Mais voilà, impossible de passer sous silence le fait qu’à l’Euro 2022, la Belgique, pourtant 18e nation mondiale, alignera une majorité de semi-pros dans son onze de base. Comme il serait malhonnête de se féliciter de la folle saison des Anderlechtoises, sans rappeler que leur Soulier d’or Tine De Caigny bossait à mi-temps dans l’équivalent d’un Decathlon pour arrondir ses fins de mois, avant de prendre sa voiture direction le centre d’entraînement des Mauves pour finir sa journée à 22 heures. Que malgré une diffusion télé des matchs acquise en juillet 2020 (une première), évoluer dans la section féminine des meilleurs clubs du royaume, c’est tout au plus se garantir un revenu que renierait presque un smicard en fin de droits. Vous la sentez pointer, là, la victimisation?

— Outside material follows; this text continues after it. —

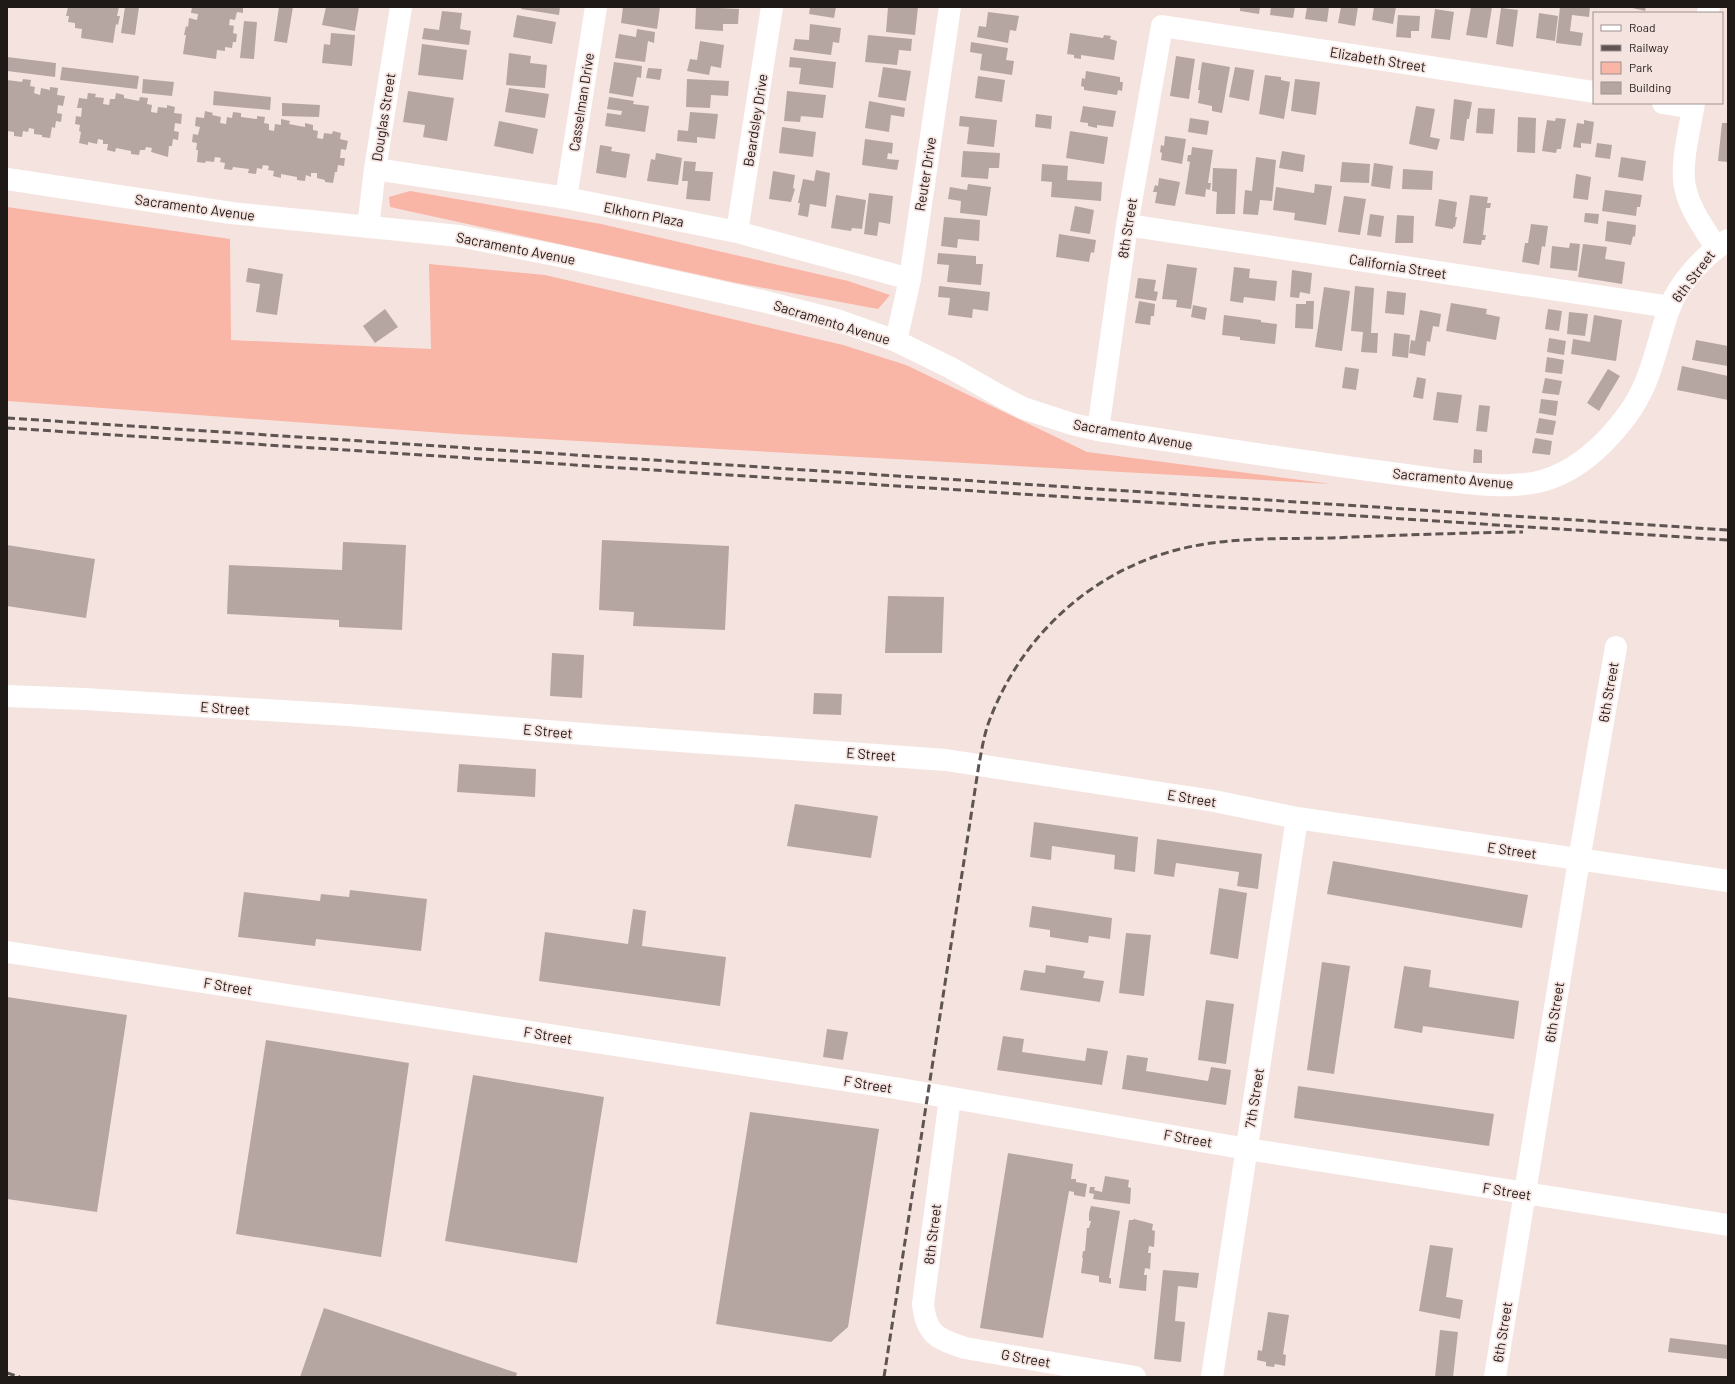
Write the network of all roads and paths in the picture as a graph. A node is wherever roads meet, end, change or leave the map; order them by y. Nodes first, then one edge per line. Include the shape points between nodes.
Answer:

Pas le choix, hélas. Mais il y a peut-être pire encore que ces histoires d’égalité salariale, qui elle-même se discute. Suivre le foot féminin, c’est aussi devoir se coltiner le souvenir de cet abominable cri. Celui de Kassandra Missipo, cadre des Red Flames et du Sporting, au moment de se déchirer les ligaments du genou sur le synthétique dégueulasse du Crossing de Schaerbeek. Une arène indigne d’accueillir un choc du championnat féminin. Conséquence: une carrière mise entre parenthèses pour des mois. Voir la milieu quitter la pelouse en pleurs et portée par ses équipières, faute de disposer d’une civière dans l’enceinte schaerbeekoise, reste assurément l’un des moments les plus pénibles de la saison. Ou honteux, c’est selon. « Coup de bol », les caméras d’Eleven n’en ont rien raté, histoire de rajouter encore un peu plus à la dramaturgie du moment.

Ironiquement, Missipo avait déjà alerté sur les différences de traitement entre hommes et femmes dans une lettre ouverte censée élargir le débat au-delà du seul pognon. Dans son cas, ce sont les infrastructures qui ont fait défaut, lui faisant payer au prix fort le manque de considération de sa discipline par… beaucoup de monde: public, sponsors, directions de club, dont les budgets annuels alloués à leur aile féminine équivalent souvent au salaire d’un seul de leurs joueurs. Et nous, médias, qui n’offrons que 10% de nos espaces aux sportives en général, encore moins aux footeuses. Trop peu, pour une discipline qui consacre les égéries du sport le plus populaire de la planète.

Mais restons positifs, les choses avancent, entre un mouvement planétaire baptisé #MeToo, un Mondial 2019 à la popularité inédite, des investissements de plus en plus importants et les résultats qui vont avec. Et si la route vers l’égalité signifie boire un Coca « Tessa Wullaert » ou s’enfiler une barre de chocolat « Janice Cayman », bah, on est limite prêts à l’accepter. Accepter que le foot féminin se compromette un peu dans le foot business, quitte à perdre un soupçon d’ âme pour offrir des conditions de travail décentes à ses joueuses. De toute façon, on est tellement loin des standards délirants des hommes qu’il reste une certaine marge avant de sombrer dans ce grand n’importe quoi footballistique. Et puis, on ne va pas se mentir, si on veut arrêter de s’emmerder les étés impairs, précisément ceux censés être le théâtre des grands tournois internationaux féminins hors Covid, il va bien falloir que la montée en puissance se poursuive pour nos Red Flames. Il en va de la survie de l’Horeca, Mesdames!

Aurélie Herman

Dans l’ours (pour les non-initiés: encadré, dans un magazine, reprenant l’ensemble des membres d’une rédaction) de Sport/Foot Magazine, elle est le seul nom féminin. Aurélie Herman n’a pas dû croiser des tas de consoeurs non plus, lors des conférences de presse des clubs de foot masculins où elle a débuté sa carrière comme journaliste sportive. Diplômée en 2011 de l’Ihecs, passée par deux télés locales et par une radio, elle a ensuite couvert le football international pour la DH. Un peu de tennis, aussi, puis des articles « voyages » pour La Libre. Pour Sport/Foot, elle écrit désormais sur le football féminin, une discipline où s’entremêlent forcément les questions de différences de traitement, de considération entre les hommes et les femmes.